The problem >> Among the entries that follow, the required portion opens with the line containing "M 926,1619 L" and closes with the line containing "80,328 L 82,351". Give that portion again exactly, and nothing else.

(Saved entries)
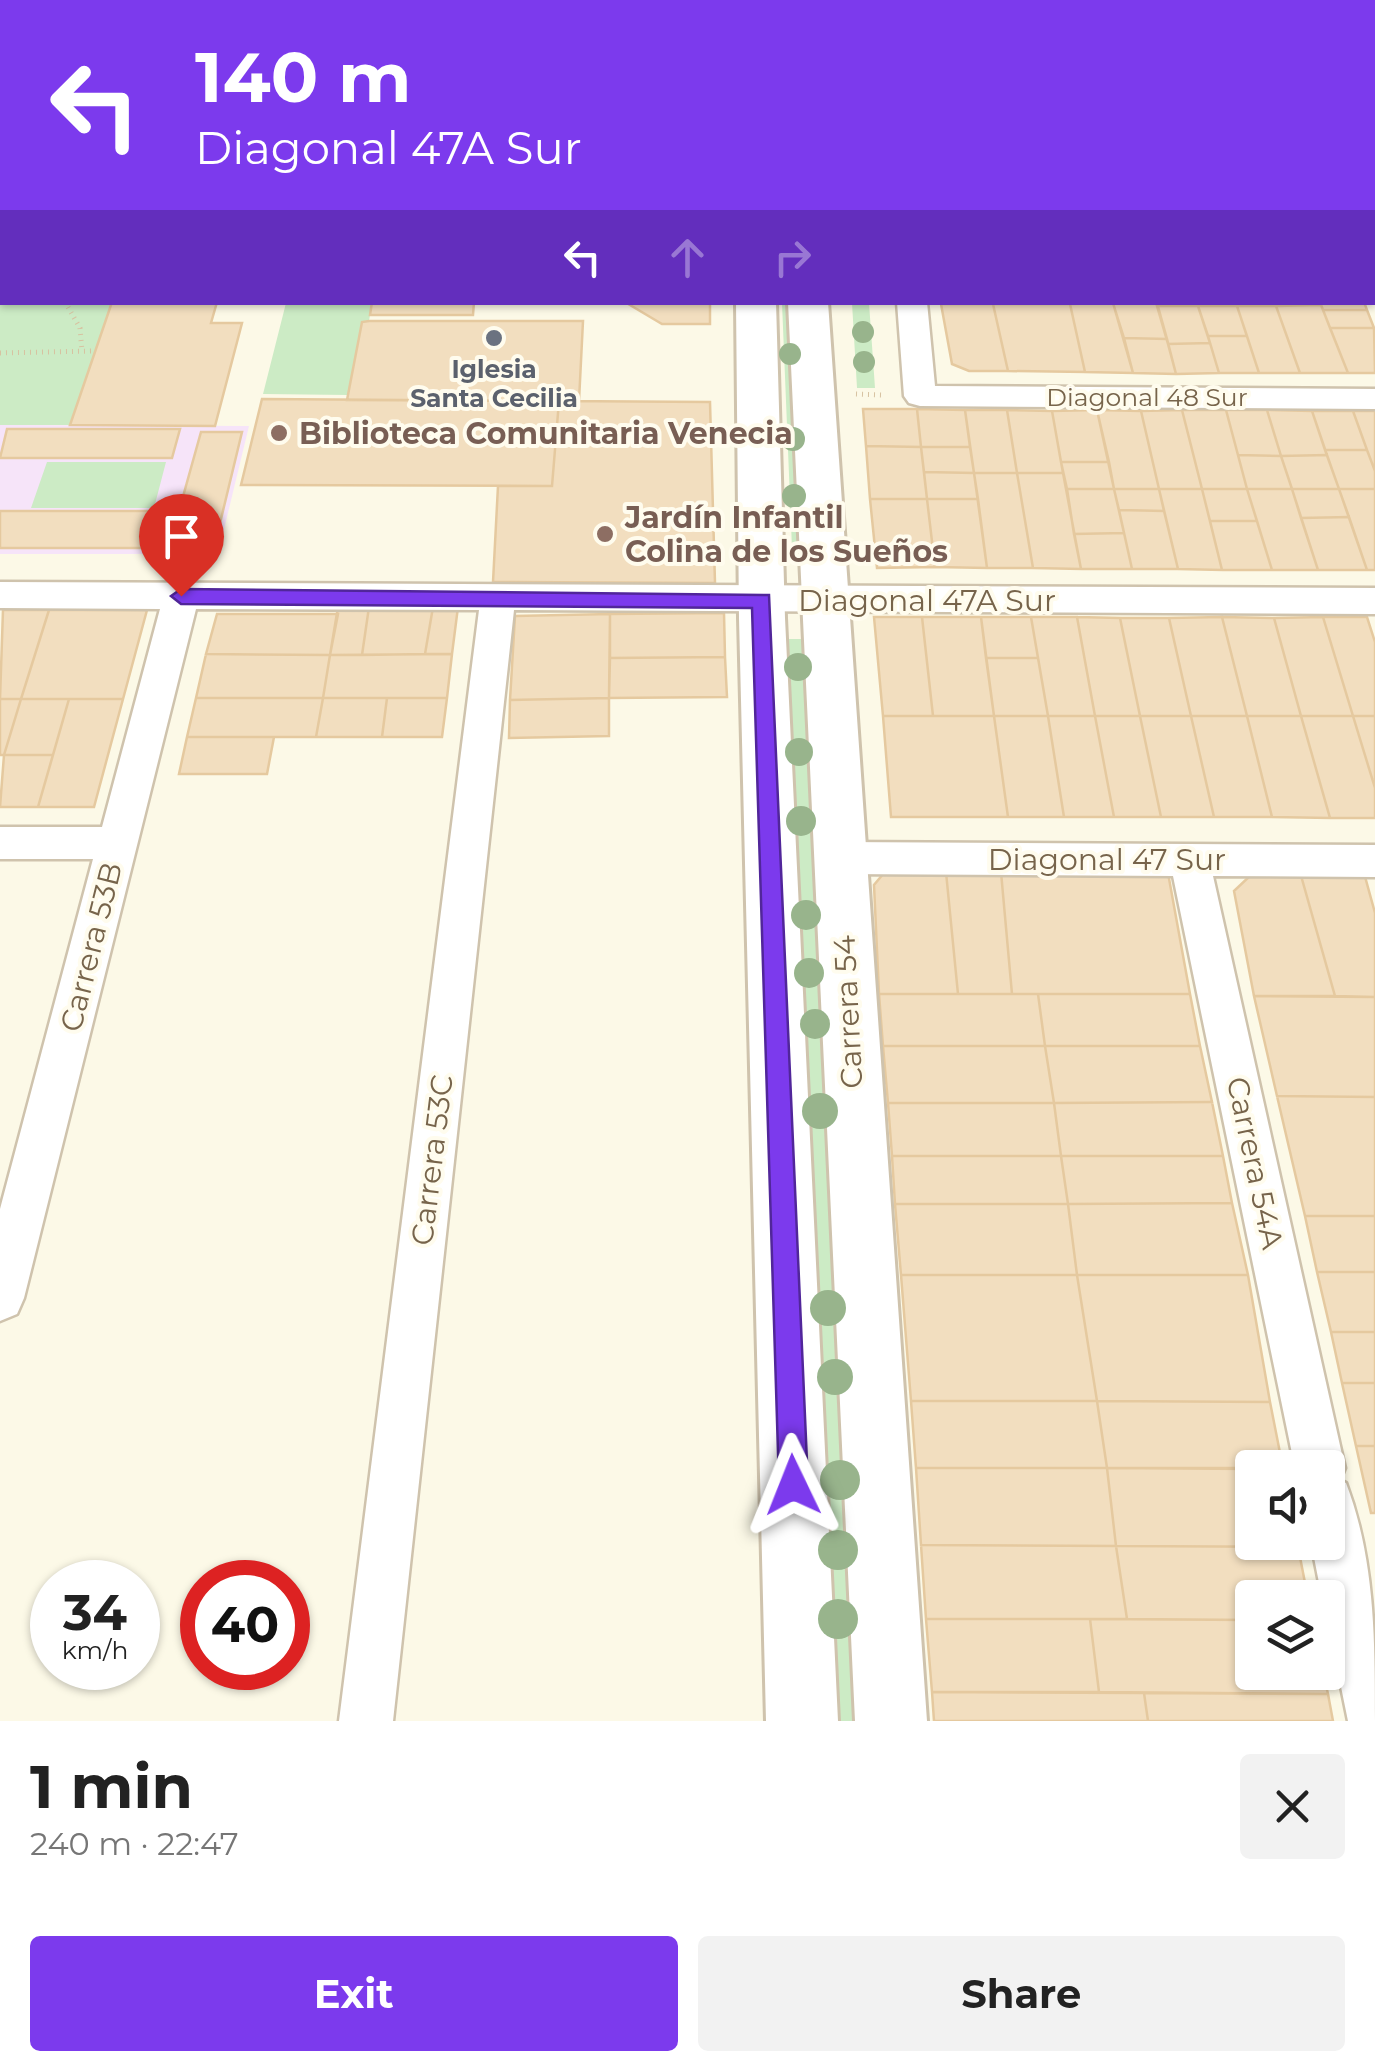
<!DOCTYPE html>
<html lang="en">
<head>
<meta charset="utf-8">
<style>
  :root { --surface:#fff; --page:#f2f2f2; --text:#222; --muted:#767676; --accent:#7c3aed }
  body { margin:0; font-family:Montserrat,sans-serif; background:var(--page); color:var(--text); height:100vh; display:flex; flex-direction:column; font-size:38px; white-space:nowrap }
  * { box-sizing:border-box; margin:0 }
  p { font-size:32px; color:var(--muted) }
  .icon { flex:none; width:55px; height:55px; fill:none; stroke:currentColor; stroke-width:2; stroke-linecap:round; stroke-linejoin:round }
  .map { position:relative; height:1721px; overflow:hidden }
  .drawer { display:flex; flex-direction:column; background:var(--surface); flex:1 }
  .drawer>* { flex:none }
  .hud { position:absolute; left:0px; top:0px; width:1375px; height:305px; box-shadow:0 2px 8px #0004; background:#7c3aed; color:#fff; overflow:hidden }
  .fabs { position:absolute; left:1235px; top:1450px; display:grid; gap:20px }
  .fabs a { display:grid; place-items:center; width:110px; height:110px; border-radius:10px; background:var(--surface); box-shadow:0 2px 8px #0004; font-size:50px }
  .speed { position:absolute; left:30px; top:1560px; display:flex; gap:20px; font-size:50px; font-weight:700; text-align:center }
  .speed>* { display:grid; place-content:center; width:130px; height:130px; border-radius:50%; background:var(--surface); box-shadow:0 2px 8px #0004; line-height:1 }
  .speed small { font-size:25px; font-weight:400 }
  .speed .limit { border:15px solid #d22; background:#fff; color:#111 }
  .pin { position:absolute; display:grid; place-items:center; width:85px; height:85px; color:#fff; margin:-102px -42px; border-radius:50% 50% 50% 0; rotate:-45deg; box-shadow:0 0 10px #0007 }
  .pin .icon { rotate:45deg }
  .me { position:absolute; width:110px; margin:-55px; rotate:358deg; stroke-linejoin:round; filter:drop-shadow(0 0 8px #0008) }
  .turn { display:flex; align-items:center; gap:35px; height:210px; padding:0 30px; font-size:45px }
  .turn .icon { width:130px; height:130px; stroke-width:2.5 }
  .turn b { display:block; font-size:70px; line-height:85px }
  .lanes { display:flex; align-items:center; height:95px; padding:0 30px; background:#0003; justify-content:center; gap:50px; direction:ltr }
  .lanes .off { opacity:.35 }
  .round { display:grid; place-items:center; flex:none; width:105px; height:105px; border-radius:10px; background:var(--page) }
  .overview { display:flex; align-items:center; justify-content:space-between; height:170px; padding:0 30px }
  h1 { font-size:60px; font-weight:700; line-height:75px }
  .button { display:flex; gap:20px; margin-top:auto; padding:20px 30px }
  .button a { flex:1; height:115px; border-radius:10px; background:var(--accent); color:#fff; font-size:40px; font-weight:700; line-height:115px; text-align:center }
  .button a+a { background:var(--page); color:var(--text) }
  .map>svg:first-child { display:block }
</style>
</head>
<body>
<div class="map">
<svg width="1375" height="1721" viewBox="0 0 1375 1721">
  <rect width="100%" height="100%" fill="#fcf9e7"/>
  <path fill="#f6e4f9" d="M 0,425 L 249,426 L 218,554 L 0,554 Z"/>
  <path fill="#ccebc5" d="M 0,242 L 2,302 L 112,303 L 70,425 L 0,425 Z
    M 286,303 L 372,303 L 369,321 L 362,322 L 348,395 L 263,394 Z
    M 782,303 L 793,303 L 802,551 L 798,553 L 792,548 Z
    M 852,303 L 869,303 L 875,388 L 857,388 Z
    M 47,462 L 166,462 L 154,508 L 31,508 Z
    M 787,639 L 807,639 L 861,1721 L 836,1721 Z"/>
  <path fill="#f2debf" stroke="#e5c99f" stroke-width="2.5" d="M 112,302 L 217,302 L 211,323 L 242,323 L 215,426 L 70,425 Z
    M 372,302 L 474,302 L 473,315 L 370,315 Z
    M 625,302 L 710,302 L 710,324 L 662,324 Z
    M 1320,302 L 1364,302 L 1367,310 L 1323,310 Z
    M 1113,303 L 1133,373 L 1085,372 L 1070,304 Z
    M 1113,303 L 1157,303 L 1167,339 L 1124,338 Z
    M 941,304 L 993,304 L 1008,371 L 969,371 L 952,364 Z
    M 993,304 L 1070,304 L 1085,372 L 1008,371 Z
    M 1321,305 L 1323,310 L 1348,373 L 1300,373 L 1276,306 Z
    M 1157,306 L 1198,306 L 1210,343 L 1168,344 Z
    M 1198,306 L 1237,306 L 1247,336 L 1208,336 Z
    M 1237,306 L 1276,306 L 1300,373 L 1259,373 Z
    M 1323,310 L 1367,310 L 1374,328 L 1330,328 Z
    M 369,321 L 583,321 L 579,401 L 347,400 L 362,322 Z
    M 1330,328 L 1374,328 L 1375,373 L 1348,373 Z
    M 1208,336 L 1247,336 L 1259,373 L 1219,373 Z
    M 1124,338 L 1167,339 L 1176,374 L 1133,373 Z
    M 1210,343 L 1219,373 L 1176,374 L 1168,344 Z
    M 262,399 L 559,401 L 552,486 L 241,485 Z
    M 559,401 L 710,402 L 715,583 L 493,582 L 498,486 L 552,486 Z
    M 863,409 L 917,409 L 921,447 L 866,446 Z
    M 917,409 L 965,410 L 970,447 L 921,447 Z
    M 965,410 L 1007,410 L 1017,473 L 974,473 Z
    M 1007,410 L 1052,411 L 1063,473 L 1017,473 Z
    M 1097,410 L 1109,462 L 1061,462 L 1052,411 Z
    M 1097,410 L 1141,411 L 1159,489 L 1114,489 Z
    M 1182,410 L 1202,489 L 1159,489 L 1141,411 Z
    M 1182,410 L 1226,410 L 1247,489 L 1202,489 Z
    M 1226,410 L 1267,410 L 1281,456 L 1238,455 Z
    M 1267,410 L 1312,411 L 1327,455 L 1281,456 Z
    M 1312,411 L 1353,411 L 1367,450 L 1325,450 Z
    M 1353,411 L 1375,411 L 1375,471 L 1367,450 Z
    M 7,429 L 180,429 L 172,458 L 0,458 Z
    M 201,432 L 242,432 L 214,548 L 0,548 L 0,511 L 179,511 Z
    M 866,446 L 921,447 L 927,499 L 870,499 Z
    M 921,447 L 970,447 L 974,473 L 924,472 Z
    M 1325,450 L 1367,450 L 1375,471 L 1375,489 L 1339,489 Z
    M 1238,455 L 1281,456 L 1292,489 L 1247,489 Z
    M 1327,455 L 1339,489 L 1292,489 L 1281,456 Z
    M 1061,462 L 1109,462 L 1114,489 L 1067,489 Z
    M 924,472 L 974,473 L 978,499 L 927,499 Z
    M 974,473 L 1017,473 L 1033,568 L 987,568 Z
    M 1017,473 L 1063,473 L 1081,569 L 1033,568 Z
    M 1067,489 L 1114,489 L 1124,533 L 1074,534 Z
    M 1114,489 L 1159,489 L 1164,511 L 1119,510 Z
    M 1159,489 L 1202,489 L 1222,570 L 1178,569 Z
    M 1202,489 L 1247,489 L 1257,521 L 1210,521 Z
    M 1247,489 L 1292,489 L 1318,570 L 1272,570 Z
    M 1292,489 L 1339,489 L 1349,517 L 1301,518 Z
    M 1339,489 L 1375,489 L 1375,570 L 1367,570 Z
    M 870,499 L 927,499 L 935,567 L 877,568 Z
    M 927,499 L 978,499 L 987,568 L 935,567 Z
    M 1119,510 L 1164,511 L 1178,569 L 1132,569 Z
    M 1349,517 L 1367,570 L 1318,570 L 1301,518 Z
    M 1210,521 L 1257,521 L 1272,570 L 1222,570 Z
    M 1124,533 L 1132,569 L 1081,569 L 1074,534 Z
    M 338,607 L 369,607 L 362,655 L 330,655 Z
    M 369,607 L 433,607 L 425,654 L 362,655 Z
    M 433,607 L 458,607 L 452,654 L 425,654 Z
    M 3,610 L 49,610 L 21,699 L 0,699 Z
    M 49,610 L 147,610 L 123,699 L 21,699 Z
    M 724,613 L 725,657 L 610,658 L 610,614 Z
    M 217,614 L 338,614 L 330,655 L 206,654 Z
    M 610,614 L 609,698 L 510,700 L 515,616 Z
    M 874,617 L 922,617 L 933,716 L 883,716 Z
    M 922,617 L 981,617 L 994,716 L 933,716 Z
    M 981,617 L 1031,617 L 1038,658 L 986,658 Z
    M 1031,617 L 1077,617 L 1095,716 L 1048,716 Z
    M 1077,617 L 1120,618 L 1140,716 L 1095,716 Z
    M 1222,617 L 1247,716 L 1191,716 L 1169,618 Z
    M 1222,617 L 1274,618 L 1301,716 L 1247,716 Z
    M 1323,617 L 1353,716 L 1301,716 L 1274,618 Z
    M 1323,617 L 1367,617 L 1375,642 L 1375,716 L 1353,716 Z
    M 1120,618 L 1169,618 L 1191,716 L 1140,716 Z
    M 206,654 L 330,655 L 323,698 L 196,698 Z
    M 452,654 L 447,698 L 323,698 L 330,655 Z
    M 725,657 L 727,697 L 609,698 L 610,658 Z
    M 986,658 L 1038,658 L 1048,716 L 994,716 Z
    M 196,698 L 323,698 L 316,737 L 187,737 Z
    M 323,698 L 387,698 L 382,737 L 316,737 Z
    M 387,698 L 447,698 L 442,737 L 382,737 Z
    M 609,698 L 609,736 L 509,738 L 510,700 Z
    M 0,699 L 21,699 L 4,755 L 0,755 Z
    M 21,699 L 69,699 L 53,755 L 4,755 Z
    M 69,699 L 123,699 L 94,807 L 38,807 Z
    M 883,716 L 994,716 L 1008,817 L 891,817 Z
    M 994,716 L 1048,716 L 1064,817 L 1008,817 Z
    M 1048,716 L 1095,716 L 1114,817 L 1064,817 Z
    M 1095,716 L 1140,716 L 1161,817 L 1114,817 Z
    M 1140,716 L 1191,716 L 1214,817 L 1161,817 Z
    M 1191,716 L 1247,716 L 1272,817 L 1214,817 Z
    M 1247,716 L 1301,716 L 1330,818 L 1272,817 Z
    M 1301,716 L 1353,716 L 1375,788 L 1375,818 L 1330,818 Z
    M 1353,716 L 1375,716 L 1375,788 Z
    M 187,737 L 274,737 L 267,774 L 179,774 Z
    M 4,755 L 53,755 L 38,807 L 0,807 Z
    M 946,872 L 958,994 L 879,994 L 874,885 L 884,873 Z
    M 946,872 L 1001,872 L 1012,994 L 958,994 Z
    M 1001,872 L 1168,873 L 1190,994 L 1012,994 Z
    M 1300,872 L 1335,996 L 1254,996 L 1234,891 L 1252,874 Z
    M 1300,872 L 1364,873 L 1375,913 L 1375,997 L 1335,996 Z
    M 879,994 L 1038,994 L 1045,1046 L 883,1046 Z
    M 1038,994 L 1190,994 L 1200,1046 L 1045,1046 Z
    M 1254,996 L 1375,997 L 1375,1097 L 1277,1096 Z
    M 883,1046 L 1045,1046 L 1054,1103 L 888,1103 Z
    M 1045,1046 L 1200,1046 L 1212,1102 L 1054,1103 Z
    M 1277,1096 L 1375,1097 L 1375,1216 L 1305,1216 Z
    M 1212,1102 L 1223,1156 L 1061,1156 L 1054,1103 Z
    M 888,1103 L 1054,1103 L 1061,1156 L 892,1156 Z
    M 892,1156 L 1061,1156 L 1068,1204 L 895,1204 Z
    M 1061,1156 L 1223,1156 L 1232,1203 L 1068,1204 Z
    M 1232,1203 L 1248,1275 L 1077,1275 L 1068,1204 Z
    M 895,1204 L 1068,1204 L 1077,1275 L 901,1275 Z
    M 1305,1216 L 1375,1216 L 1375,1272 L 1317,1272 Z
    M 1317,1272 L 1375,1272 L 1375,1332 L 1331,1332 Z
    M 901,1275 L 1077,1275 L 1097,1401 L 911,1401 Z
    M 1077,1275 L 1248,1275 L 1270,1402 L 1097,1401 Z
    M 1331,1332 L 1375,1332 L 1375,1383 L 1342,1383 Z
    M 1342,1383 L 1375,1383 L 1375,1446 L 1356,1446 Z
    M 911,1401 L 1097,1401 L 1107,1468 L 916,1468 Z
    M 1097,1401 L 1270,1402 L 1283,1468 L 1107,1468 Z
    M 1356,1446 L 1375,1446 L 1375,1513 L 1371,1513 Z
    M 916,1468 L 1107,1468 L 1116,1546 L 921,1545 Z
    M 1107,1468 L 1252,1469 L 1252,1542 L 1297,1542 L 1298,1547 L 1116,1546 Z
    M 921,1545 L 1116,1546 L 1127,1619 L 926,1619 Z
    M 1116,1546 L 1298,1547 L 1308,1598 L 1252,1598 L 1252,1620 L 1127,1619 Z
    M 926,1619 L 1090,1619 L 1099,1692 L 932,1692 Z
    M 1090,1619 L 1252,1620 L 1252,1672 L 1323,1672 L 1328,1694 L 1099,1692 Z
    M 932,1692 L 1144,1693 L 1148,1721 L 934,1721 Z
    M 1144,1693 L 1328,1694 L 1333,1721 L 1148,1721 Z"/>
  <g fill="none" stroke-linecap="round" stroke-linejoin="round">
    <defs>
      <path id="minor" d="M 1343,0 L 1369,0 L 1370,2 L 1345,2 Z
        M 1372,30 L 1375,31 L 1375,51 L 1372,50 Z
        M 0,78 L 2,78 L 2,94 L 0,94 Z
        M 1372,82 L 1375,82 L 1375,98 L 1372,98 Z
        M 0,221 L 2,221 L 2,239 L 0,239 Z
        M 1372,225 L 1375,225 L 1375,243 L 1372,243 Z
        M 897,302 L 927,302 L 935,386 L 1375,389 L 1375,409 L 920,406 L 909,403 L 904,396 Z
        M 0,582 L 1375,588 L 1375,614 L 514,610 L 393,1721 L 339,1721 L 479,610 L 196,609 L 24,1298 L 17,1314 L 0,1321 L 0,1209 L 93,859 L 0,859 L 0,827 L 102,827 L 160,609 L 0,608 Z
        M 839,842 L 1375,845 L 1375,877 L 1213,876 L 1345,1468 L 1340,1480 L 1346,1483 C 1375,1559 1375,1640 1375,1721 L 1348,1721 L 1328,1623 L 1328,1598 L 1322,1598 L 1311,1542 L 1328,1542 L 1328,1468 L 1295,1468 L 1173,876 L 839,874 L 825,870 L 819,858 L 825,846 Z"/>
      <path id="tertiary" d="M 732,0 L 764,0 L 764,2 L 732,2 Z
        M 776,0 L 808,0 L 808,2 L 776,2 Z
        M 736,302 L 776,302 L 785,618 L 838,1721 L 766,1721 L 739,618 Z
        M 788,302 L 828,302 L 927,1721 L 855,1721 Z"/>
    </defs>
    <use href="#minor" stroke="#cfc3ad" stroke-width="5"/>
    <use href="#tertiary" stroke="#cfc3ad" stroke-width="6"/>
    <path stroke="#d7c2a1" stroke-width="5" stroke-dasharray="1 5" stroke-linecap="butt" d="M 65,302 L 80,328 L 82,351
      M 0,353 L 95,351
      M 856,394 L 883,395"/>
    <use href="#minor" fill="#fff" fill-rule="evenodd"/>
    <use href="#tertiary" fill="#fff" fill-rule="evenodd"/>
  </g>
  <g fill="#98b48c">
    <circle cx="863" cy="332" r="11"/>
    <circle cx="790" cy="354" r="11"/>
    <circle cx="864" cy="362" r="11"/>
    <circle cx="793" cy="439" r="12"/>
    <circle cx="794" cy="496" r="12"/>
    <circle cx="798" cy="667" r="14"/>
    <circle cx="799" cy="752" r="14"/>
    <circle cx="801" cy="821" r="15"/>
    <circle cx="806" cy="915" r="15"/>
    <circle cx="809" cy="973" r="15"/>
    <circle cx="815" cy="1024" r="15"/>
    <circle cx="820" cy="1111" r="18"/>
    <circle cx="828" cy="1308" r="18"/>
    <circle cx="835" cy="1377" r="18"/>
    <circle cx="840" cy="1480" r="20"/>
    <circle cx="838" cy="1550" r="20"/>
    <circle cx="838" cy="1619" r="20"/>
  </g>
  <path fill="#7c3aed" stroke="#51269a" stroke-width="2.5" d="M 181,589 L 769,595 L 808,1485 L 803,1495 L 793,1499 L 783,1495 L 779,1485 L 752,608 L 181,604 L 171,596 Z"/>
  <circle fill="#6b7280" stroke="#fffcee" stroke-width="4" cx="494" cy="338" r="10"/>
  <g fill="#8d6e63" stroke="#fffcee" stroke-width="4">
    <circle cx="279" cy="433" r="10"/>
    <circle cx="605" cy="534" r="10"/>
  </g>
  <g text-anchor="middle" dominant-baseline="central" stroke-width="8" stroke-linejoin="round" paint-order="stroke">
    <g font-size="25" font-weight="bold" fill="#5b616d" stroke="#fffcee">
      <text x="494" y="369">Iglesia<tspan x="494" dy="29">Santa Cecilia</tspan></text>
    </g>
    <g font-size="25" fill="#77644b" stroke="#fffcee">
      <text x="1147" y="397">Diagonal 48 Sur</text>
    </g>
    <g font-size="30" font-weight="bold" fill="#785e54" stroke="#fffcee" text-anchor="start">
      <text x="299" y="433">Biblioteca Comunitaria Venecia</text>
      <text x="625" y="517">Jardín Infantil<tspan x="625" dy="34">Colina de los Sueños</tspan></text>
    </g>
    <g font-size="30" fill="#77644b" stroke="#fffcee">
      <text x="927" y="600">Diagonal 47A Sur</text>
      <text x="1107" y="859">Diagonal 47 Sur</text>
      <text transform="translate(91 947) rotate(-76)">Carrera 53B</text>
      <text transform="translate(848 1012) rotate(-93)">Carrera 54</text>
      <text transform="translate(432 1160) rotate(-83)">Carrera 53C</text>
      <text transform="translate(1255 1163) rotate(78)">Carrera 54A</text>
    </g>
  </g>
</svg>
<div class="fabs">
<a><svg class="icon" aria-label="sound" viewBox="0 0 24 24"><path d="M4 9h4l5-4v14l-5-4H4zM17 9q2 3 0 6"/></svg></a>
<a><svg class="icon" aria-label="layers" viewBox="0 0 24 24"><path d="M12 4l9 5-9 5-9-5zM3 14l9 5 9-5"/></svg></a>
</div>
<div class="speed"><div>34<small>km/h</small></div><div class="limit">40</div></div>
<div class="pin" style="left:181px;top:596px;background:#d93025"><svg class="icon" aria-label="arrive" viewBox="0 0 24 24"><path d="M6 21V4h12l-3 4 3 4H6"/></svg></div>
<svg class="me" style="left:793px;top:1485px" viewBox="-20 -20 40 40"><path d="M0-17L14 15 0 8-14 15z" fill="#7c3aed" stroke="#fff" stroke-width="4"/></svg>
<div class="hud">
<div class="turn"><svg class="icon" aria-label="left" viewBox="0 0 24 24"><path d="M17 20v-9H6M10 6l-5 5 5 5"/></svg><div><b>140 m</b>Diagonal 47A Sur</div></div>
<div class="lanes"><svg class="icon" aria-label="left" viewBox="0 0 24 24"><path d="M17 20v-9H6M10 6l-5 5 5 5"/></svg><svg class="icon off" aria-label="ahead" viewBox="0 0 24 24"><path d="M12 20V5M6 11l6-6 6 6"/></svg><svg class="icon off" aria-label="right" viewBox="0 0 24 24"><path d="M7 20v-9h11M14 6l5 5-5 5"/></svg></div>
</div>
</div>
<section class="drawer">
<div class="overview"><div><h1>1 min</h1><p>240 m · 22:47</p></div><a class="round"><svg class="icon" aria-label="close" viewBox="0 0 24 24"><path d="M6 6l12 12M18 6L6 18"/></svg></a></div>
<div class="button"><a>Exit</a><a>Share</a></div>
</section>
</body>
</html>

Task output >>
    M 926,1619 L 1090,1619 L 1099,1692 L 932,1692 Z
    M 1090,1619 L 1252,1620 L 1252,1672 L 1323,1672 L 1328,1694 L 1099,1692 Z
    M 932,1692 L 1144,1693 L 1148,1721 L 934,1721 Z
    M 1144,1693 L 1328,1694 L 1333,1721 L 1148,1721 Z"/>
  <g fill="none" stroke-linecap="round" stroke-linejoin="round">
    <defs>
      <path id="minor" d="M 1343,0 L 1369,0 L 1370,2 L 1345,2 Z
        M 1372,30 L 1375,31 L 1375,51 L 1372,50 Z
        M 0,78 L 2,78 L 2,94 L 0,94 Z
        M 1372,82 L 1375,82 L 1375,98 L 1372,98 Z
        M 0,221 L 2,221 L 2,239 L 0,239 Z
        M 1372,225 L 1375,225 L 1375,243 L 1372,243 Z
        M 897,302 L 927,302 L 935,386 L 1375,389 L 1375,409 L 920,406 L 909,403 L 904,396 Z
        M 0,582 L 1375,588 L 1375,614 L 514,610 L 393,1721 L 339,1721 L 479,610 L 196,609 L 24,1298 L 17,1314 L 0,1321 L 0,1209 L 93,859 L 0,859 L 0,827 L 102,827 L 160,609 L 0,608 Z
        M 839,842 L 1375,845 L 1375,877 L 1213,876 L 1345,1468 L 1340,1480 L 1346,1483 C 1375,1559 1375,1640 1375,1721 L 1348,1721 L 1328,1623 L 1328,1598 L 1322,1598 L 1311,1542 L 1328,1542 L 1328,1468 L 1295,1468 L 1173,876 L 839,874 L 825,870 L 819,858 L 825,846 Z"/>
      <path id="tertiary" d="M 732,0 L 764,0 L 764,2 L 732,2 Z
        M 776,0 L 808,0 L 808,2 L 776,2 Z
        M 736,302 L 776,302 L 785,618 L 838,1721 L 766,1721 L 739,618 Z
        M 788,302 L 828,302 L 927,1721 L 855,1721 Z"/>
    </defs>
    <use href="#minor" stroke="#cfc3ad" stroke-width="5"/>
    <use href="#tertiary" stroke="#cfc3ad" stroke-width="6"/>
    <path stroke="#d7c2a1" stroke-width="5" stroke-dasharray="1 5" stroke-linecap="butt" d="M 65,302 L 80,328 L 82,351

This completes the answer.